In contrast to the Borg-Warner automatic transmission, which had been used from 1956 in the 300 c and from 1957 in the successor model 300 d, Daimler-Benz’ own new construction did not have a torque converter but a hydraulic clutch, which had the advantage that power losses were low.
The secondary 4-gear planetary drive consisted of two planetary sets, three multi-disk clutchs and three belt brakes.
In August 1961, another top-class model was presented with the 300 SE. With respect to its exterior and technical concept it closely resembled the 220 SEb model but many technical specialities were included as standard.
Basic equipment comprised not only the 4-speed automatic transmission and the newly developed power assisted steering, but also air suspension, used for the first time on a Mercedes-Benz and allowing a combination of sporty handling and maximum ride comfort.
The brakes of this model, with the internal designation W 112, represented another advance: for the first time a standard Mercedes-Benz production car was fitted with a dual-circuit brake system and disk brakes front and rear.
The 3-liter injection engine was based on the tried and tested engine from the 300 d, but now had a light-alloy block and was thus approximately 40 kg lighter.
Carburation was still on the principle of intermittent inlet manifold injection using a Bosch injection pump. In January 1964 compression was raised slightly and a larger Bosch injection pump was used resulting in an increase in performance from 160 to 170 hp.
The body of the 300 SE was almost identical to that of the 220 SEb, but had more extensive chrome trim.
The most prominent distinguishing feature was the chrome strip running from the headlights to the taillights in the side ribbing; additionally, the 300 SE had trims around the wheel arches as well as a broad chrome strip below the doors.
The small “300 SE” badges integrated on the C-pillars were less dashy. If desired by the customer, this additional chrome trim could be omitted.

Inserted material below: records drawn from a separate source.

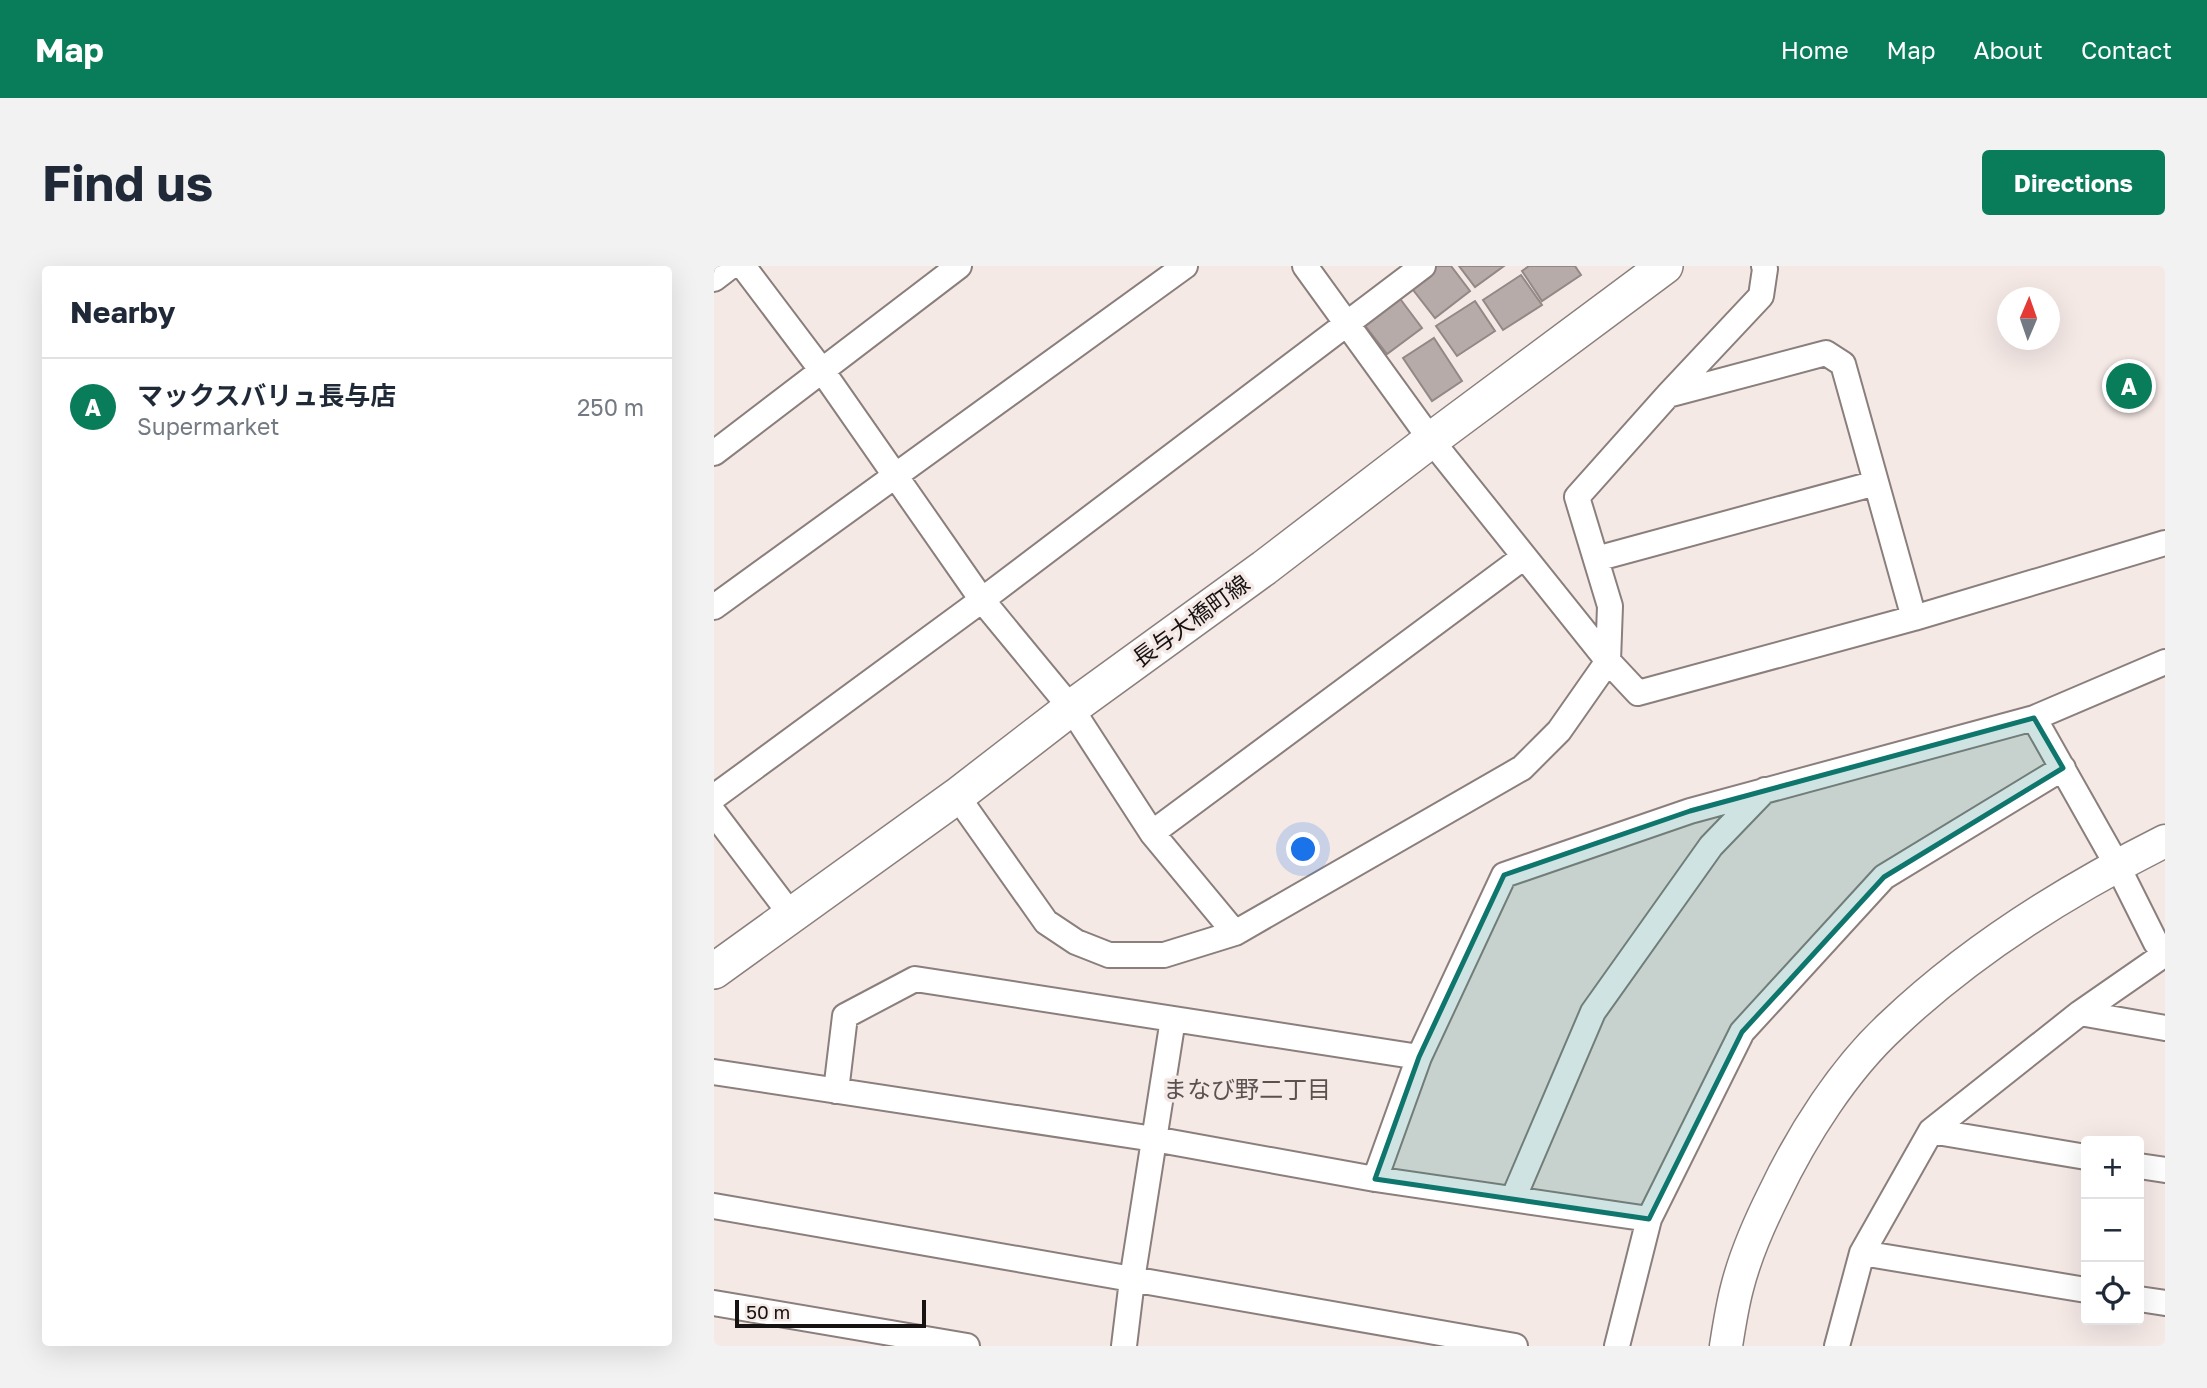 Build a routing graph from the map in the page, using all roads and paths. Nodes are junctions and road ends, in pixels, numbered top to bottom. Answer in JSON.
{"nodes":[{"id":1,"x":731,"y":266,"type":"edge"},
{"id":2,"x":743,"y":266,"type":"edge"},
{"id":3,"x":959,"y":266,"type":"edge"},
{"id":4,"x":1185,"y":266,"type":"edge"},
{"id":5,"x":1305,"y":266,"type":"edge"},
{"id":6,"x":1423,"y":266,"type":"edge"},
{"id":7,"x":1665,"y":266,"type":"edge"},
{"id":8,"x":1764,"y":266,"type":"edge"},
{"id":9,"x":714,"y":279,"type":"edge"},
{"id":10,"x":1346,"y":323,"type":"junction"},
{"id":11,"x":823,"y":372,"type":"junction"},
{"id":12,"x":1668,"y":395,"type":"junction"},
{"id":13,"x":1431,"y":440,"type":"junction"},
{"id":14,"x":714,"y":453,"type":"edge"},
{"id":15,"x":895,"y":475,"type":"junction"},
{"id":16,"x":1876,"y":483,"type":"junction"},
{"id":17,"x":2165,"y":543,"type":"edge"},
{"id":18,"x":1524,"y":557,"type":"junction"},
{"id":19,"x":1596,"y":559,"type":"junction"},
{"id":20,"x":982,"y":600,"type":"junction"},
{"id":21,"x":714,"y":607,"type":"edge"},
{"id":22,"x":1914,"y":618,"type":"junction"},
{"id":23,"x":1608,"y":661,"type":"junction"},
{"id":24,"x":2165,"y":662,"type":"edge"},
{"id":25,"x":1071,"y":708,"type":"junction"},
{"id":26,"x":2034,"y":718,"type":"junction"},
{"id":27,"x":2063,"y":768,"type":"junction"},
{"id":28,"x":1766,"y":790,"type":"junction"},
{"id":29,"x":957,"y":796,"type":"junction"},
{"id":30,"x":714,"y":797,"type":"edge"},
{"id":31,"x":1690,"y":811,"type":"junction"},
{"id":32,"x":714,"y":813,"type":"edge"},
{"id":33,"x":1152,"y":833,"type":"junction"},
{"id":34,"x":2165,"y":841,"type":"edge"},
{"id":35,"x":1711,"y":846,"type":"junction"},
{"id":36,"x":2118,"y":865,"type":"junction"},
{"id":37,"x":792,"y":916,"type":"junction"},
{"id":38,"x":1235,"y":933,"type":"junction"},
{"id":39,"x":2165,"y":949,"type":"edge"},
{"id":40,"x":2165,"y":954,"type":"edge"},
{"id":41,"x":714,"y":971,"type":"edge"},
{"id":42,"x":2080,"y":1013,"type":"junction"},
{"id":43,"x":1173,"y":1019,"type":"junction"},
{"id":44,"x":2165,"y":1028,"type":"edge"},
{"id":45,"x":1419,"y":1057,"type":"junction"},
{"id":46,"x":714,"y":1072,"type":"edge"},
{"id":47,"x":836,"y":1091,"type":"junction"},
{"id":48,"x":1931,"y":1131,"type":"junction"},
{"id":49,"x":1154,"y":1139,"type":"junction"},
{"id":50,"x":2081,"y":1156,"type":"edge"},
{"id":51,"x":2144,"y":1167,"type":"edge"},
{"id":52,"x":2165,"y":1170,"type":"edge"},
{"id":53,"x":1375,"y":1179,"type":"junction"},
{"id":54,"x":1513,"y":1199,"type":"junction"},
{"id":55,"x":714,"y":1206,"type":"edge"},
{"id":56,"x":1649,"y":1219,"type":"junction"},
{"id":57,"x":1862,"y":1252,"type":"junction"},
{"id":58,"x":1132,"y":1280,"type":"junction"},
{"id":59,"x":2081,"y":1289,"type":"edge"},
{"id":60,"x":2144,"y":1300,"type":"edge"},
{"id":61,"x":714,"y":1303,"type":"edge"},
{"id":62,"x":2165,"y":1303,"type":"edge"},
{"id":63,"x":967,"y":1346,"type":"edge"},
{"id":64,"x":1125,"y":1346,"type":"edge"},
{"id":65,"x":1515,"y":1346,"type":"edge"},
{"id":66,"x":1617,"y":1346,"type":"edge"},
{"id":67,"x":1726,"y":1346,"type":"edge"},
{"id":68,"x":1837,"y":1346,"type":"edge"}],
"edges":[{"from":1,"to":9,"type":"street"},
{"from":2,"to":11,"type":"street"},
{"from":3,"to":11,"type":"street"},
{"from":4,"to":15,"type":"street"},
{"from":5,"to":10,"type":"street"},
{"from":6,"to":10,"type":"street"},
{"from":7,"to":13,"type":"main road","name":"長与大橋町線"},
{"from":8,"to":12,"type":"street"},
{"from":10,"to":13,"type":"street"},
{"from":10,"to":20,"type":"street"},
{"from":11,"to":14,"type":"street"},
{"from":11,"to":15,"type":"street"},
{"from":12,"to":16,"type":"street"},
{"from":12,"to":19,"type":"street"},
{"from":13,"to":18,"type":"street"},
{"from":13,"to":25,"type":"main road","name":"長与大橋町線"},
{"from":15,"to":20,"type":"street"},
{"from":15,"to":21,"type":"street"},
{"from":16,"to":19,"type":"street"},
{"from":16,"to":22,"type":"street"},
{"from":17,"to":22,"type":"street"},
{"from":18,"to":23,"type":"street"},
{"from":18,"to":33,"type":"street"},
{"from":19,"to":23,"type":"street"},
{"from":20,"to":25,"type":"street"},
{"from":20,"to":30,"type":"street"},
{"from":22,"to":23,"type":"street"},
{"from":23,"to":38,"type":"street"},
{"from":24,"to":26,"type":"street"},
{"from":25,"to":29,"type":"main road","name":"長与大橋町線"},
{"from":25,"to":33,"type":"street"},
{"from":26,"to":27,"type":"street"},
{"from":26,"to":28,"type":"street"},
{"from":27,"to":36,"type":"street"},
{"from":27,"to":56,"type":"street"},
{"from":28,"to":31,"type":"street"},
{"from":28,"to":35,"type":"street"},
{"from":29,"to":37,"type":"main road","name":"長与大橋町線"},
{"from":29,"to":38,"type":"street"},
{"from":31,"to":35,"type":"street"},
{"from":31,"to":45,"type":"street"},
{"from":32,"to":37,"type":"street"},
{"from":33,"to":38,"type":"street"},
{"from":34,"to":36,"type":"street"},
{"from":35,"to":54,"type":"street"},
{"from":36,"to":39,"type":"street"},
{"from":36,"to":67,"type":"street"},
{"from":37,"to":41,"type":"main road","name":"長与大橋町線"},
{"from":40,"to":42,"type":"street"},
{"from":42,"to":44,"type":"street"},
{"from":42,"to":48,"type":"street"},
{"from":43,"to":45,"type":"street"},
{"from":43,"to":47,"type":"street"},
{"from":43,"to":49,"type":"street"},
{"from":45,"to":53,"type":"street"},
{"from":46,"to":47,"type":"street"},
{"from":47,"to":49,"type":"street"},
{"from":48,"to":50,"type":"street"},
{"from":48,"to":57,"type":"street"},
{"from":49,"to":53,"type":"street"},
{"from":49,"to":58,"type":"street"},
{"from":51,"to":52,"type":"street"},
{"from":53,"to":54,"type":"street"},
{"from":54,"to":56,"type":"street"},
{"from":55,"to":58,"type":"street"},
{"from":56,"to":66,"type":"street"},
{"from":57,"to":59,"type":"street"},
{"from":57,"to":68,"type":"street"},
{"from":58,"to":64,"type":"street"},
{"from":58,"to":65,"type":"street"},
{"from":60,"to":62,"type":"street"},
{"from":61,"to":63,"type":"street"}]}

At the Geneva Motor Show in March 1963, the long-wheelbase version of the 300 SE was presented, identical to the 300 SE apart from the increase in length of 100 mm.
The increase in space was exclusively to the benefit of passengers in the rear with more leg-room and improved access through the wider doors. An internal partition with an electrically operated window was available as an option.

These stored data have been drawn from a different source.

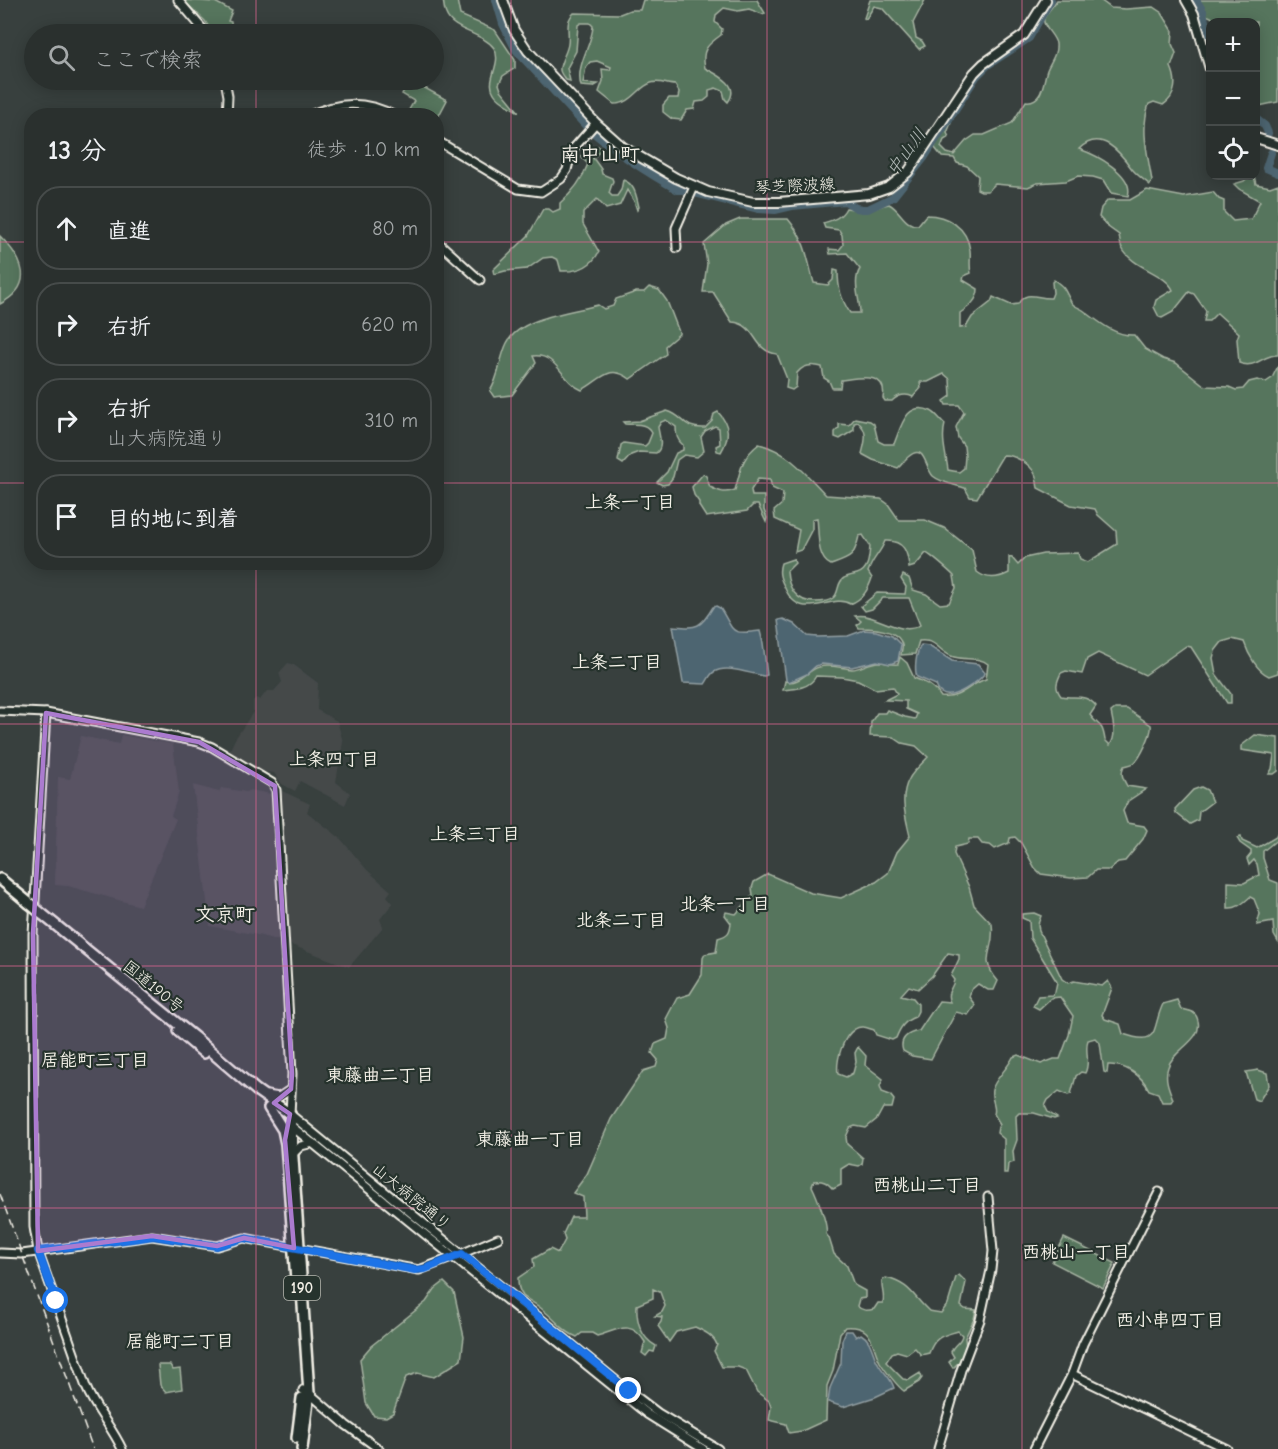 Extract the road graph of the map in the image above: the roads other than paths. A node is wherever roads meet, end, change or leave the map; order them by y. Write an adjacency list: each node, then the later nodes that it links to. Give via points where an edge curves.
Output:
1 (178, 0): 5 (street)
2 (503, 0): 11 (main road, 琴芝際波線, via 520,42)
3 (1046, 0): 15 (main road, 琴芝際波線, via 1024,35 974,73 912,167 890,187 869,194 764,203)
4 (1186, 0): 6 (main road)
5 (198, 24)
6 (1206, 55)
7 (227, 90): 8 (street)
8 (227, 108)
9 (329, 108): 10 (street, via 356,104)
10 (378, 108)
11 (596, 123): 13 (street, via 572,150 561,179 541,192 518,189); 15 (main road, 琴芝際波線, via 623,147)
12 (1260, 139): 14 (main road)
13 (444, 145)
14 (1278, 145)
15 (694, 187): 17 (street, via 675,228)
16 (444, 247): 18 (street)
17 (677, 248)
18 (480, 280)
19 (0, 711): 20 (street)
20 (46, 712): 25 (street, via 199,742 274,786); 36 (street, via 33,934 34,1219)
21 (0, 879): 23 (highway, 国道190号 / 190)
22 (0, 885): 23 (highway, 国道190号 / 190)
23 (29, 906): 24 (highway, 国道190号 / 190, bridge)
24 (42, 916): 26 (highway, 国道190号 / 190); 27 (highway, 国道190号 / 190)
25 (291, 1089): 26 (street, via 275,1097); 28 (street)
26 (256, 1090): 28 (highway, 国道190号 / 190)
27 (269, 1108): 28 (highway, 国道190号 / 190); 32 (highway, 国道190号 / 190, via 284,1136)
28 (290, 1121): 29 (street, 山大病院通り); 30 (highway, 国道190号 / 190); 32 (highway, 国道190号 / 190); 38 (street, 山大病院通り)
29 (313, 1143): 30 (street, via 301,1146); 39 (street, 山大病院通り)
30 (294, 1154): 35 (highway, 国道190号 / 190)
31 (1159, 1192): 40 (street, via 1083,1344)
32 (290, 1196): 35 (highway, 国道190号 / 190)
33 (988, 1197): 48 (street, via 993,1251 989,1280)
34 (498, 1238): 38 (street)
35 (297, 1248): 36 (street, via 244,1238 217,1246 153,1236); 39 (street, via 415,1270); 41 (highway, 国道190号 / 190)
36 (38, 1251): 37 (street); 42 (street, via 89,1395)
37 (0, 1253)
38 (462, 1254): 39 (street); 47 (street, 山大病院通り, via 629,1391)
39 (454, 1257): 46 (street, 山大病院通り, via 647,1414)
40 (1072, 1374): 49 (street); 50 (street)
41 (306, 1392): 43 (highway, 国道190号 / 190); 44 (highway, 国道190号 / 190); 45 (street)
42 (122, 1449)
43 (295, 1449)
44 (302, 1449)
45 (379, 1449)
46 (703, 1449)
47 (718, 1449)
48 (938, 1449)
49 (1034, 1449)
50 (1227, 1449)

Apart from the difference in dimensions , the 300 SE and 300 SE with a long wheel-base were easily distinguishable through one feature:
The long version does not have a decorative screen in the C-pillar, since exhaust ventilation is performed differently, the openings are there missing.
Both versions, 300 SE and 300 SE long, were now also available with 4-speed manual transmission and a corresponding reduction in price of DM 1,400.
Production of the 2.2- and 3-liter models with “fintail” bodies ceased in July/August 1965. The 220 Sb, 220 SEb and 300 SE were replaced by the 250 S, 250 SE and 300 SE, which belonged to a completely new model generation.
At the same time the 220 b was replaced by the 230 S. This was in fact a new designation for an “old” model: the 230 S was largely identical to the 220 Sb, but had received a modified engine.
By giving the former 2.2-liter engine a wider bore and higher compression, performance could be boosted by 10 hp to 120 hp.
The hydro-pneumatic self-levelling suspension of the rear axle, which replaced the former coil spring and kept the body level constant independent from vehicle load capacity, was also new.
Apart from the model badge on the boot lid, there was no external difference between the 220 S and the 230 S.
By the time that production of the 230 S was discontinued in January 1968, 41,107 of them had been built, of which 341 were chassis for special bodies.
A estate version was produced by the Belgian IMA and was marketed by Daimler-Benz as the 230 S Universal.
Between 1959 and 1968 a total of 344,751 saloons and chassis of model series 111 and 112 were produced at the Sindelfingen plant.